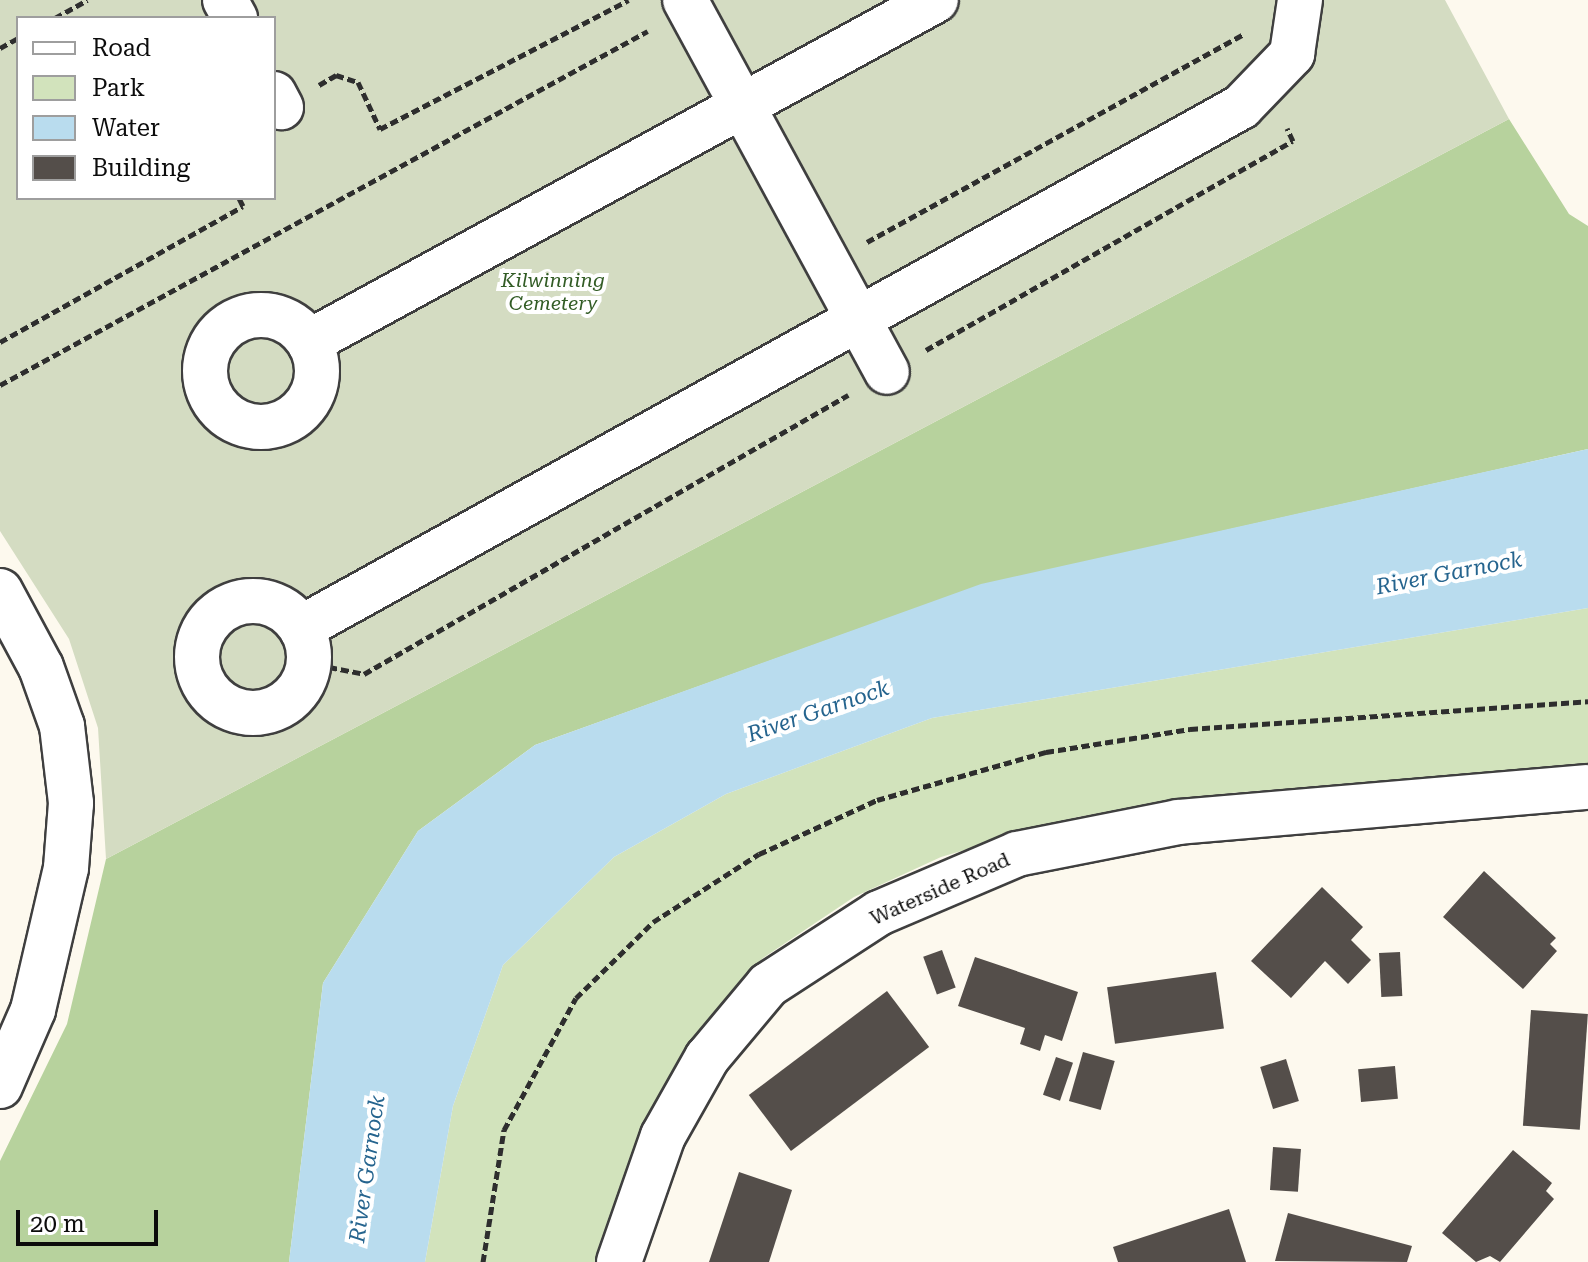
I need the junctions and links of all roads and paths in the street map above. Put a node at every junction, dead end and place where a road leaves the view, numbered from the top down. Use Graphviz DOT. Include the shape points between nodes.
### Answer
graph roads {
  1 [pos="87,0"];
  2 [pos="629,0"];
  3 [pos="936,0"];
  4 [pos="1300,1"];
  5 [pos="688,4"];
  6 [pos="59,16"];
  7 [pos="1266,88"];
  8 [pos="278,101"];
  9 [pos="747,103"];
  10 [pos="240,200"];
  11 [pos="829,264"];
  12 [pos="859,321"];
  13 [pos="0,342"];
  14 [pos="309,342"];
  15 [pos="887,372"];
  16 [pos="0,385"];
  17 [pos="0,591"];
  18 [pos="305,645"];
  19 [pos="1588,787"];
  20 [pos="0,1086"];
  21 [pos="619,1262"];
  1 -- 6 [label="path"];
  2 -- 8 [label="path" via="380,129 358,82 336,75"];
  3 -- 9 [label="street"];
  4 -- 7 [label="street" via="1292,54"];
  4 -- 11 [label="path"];
  5 -- 9 [label="street"];
  5 -- 16 [label="path"];
  7 -- 12 [label="street"];
  7 -- 15 [label="path" via="1293,141"];
  9 -- 11 [label="street"];
  9 -- 14 [label="street"];
  10 -- 13 [label="path" via="243,206"];
  11 -- 12 [label="street"];
  12 -- 15 [label="street"];
  12 -- 18 [label="street"];
  15 -- 18 [label="path" via="364,674"];
  17 -- 20 [label="street" via="41,667 62,726 71,803 66,868 40,980"];
  19 -- 21 [label="street, Waterside Road" via="1178,822 1017,854 879,913 768,985 707,1058 663,1136"];
}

★ ★ ★ ★ ★

EXERCISE INSTRUCTIONS: Once the pictures are removed, set down what remains of the entries above exactly.

WRITTEN RESPONSE:
I need the junctions and links of all roads and paths in the street map above. Put a node at every junction, dead end and place where a road leaves the view, numbered from the top down. Use Graphviz DOT. Include the shape points between nodes.
### Answer
graph roads {
  1 [pos="87,0"];
  2 [pos="629,0"];
  3 [pos="936,0"];
  4 [pos="1300,1"];
  5 [pos="688,4"];
  6 [pos="59,16"];
  7 [pos="1266,88"];
  8 [pos="278,101"];
  9 [pos="747,103"];
  10 [pos="240,200"];
  11 [pos="829,264"];
  12 [pos="859,321"];
  13 [pos="0,342"];
  14 [pos="309,342"];
  15 [pos="887,372"];
  16 [pos="0,385"];
  17 [pos="0,591"];
  18 [pos="305,645"];
  19 [pos="1588,787"];
  20 [pos="0,1086"];
  21 [pos="619,1262"];
  1 -- 6 [label="path"];
  2 -- 8 [label="path" via="380,129 358,82 336,75"];
  3 -- 9 [label="street"];
  4 -- 7 [label="street" via="1292,54"];
  4 -- 11 [label="path"];
  5 -- 9 [label="street"];
  5 -- 16 [label="path"];
  7 -- 12 [label="street"];
  7 -- 15 [label="path" via="1293,141"];
  9 -- 11 [label="street"];
  9 -- 14 [label="street"];
  10 -- 13 [label="path" via="243,206"];
  11 -- 12 [label="street"];
  12 -- 15 [label="street"];
  12 -- 18 [label="street"];
  15 -- 18 [label="path" via="364,674"];
  17 -- 20 [label="street" via="41,667 62,726 71,803 66,868 40,980"];
  19 -- 21 [label="street, Waterside Road" via="1178,822 1017,854 879,913 768,985 707,1058 663,1136"];
}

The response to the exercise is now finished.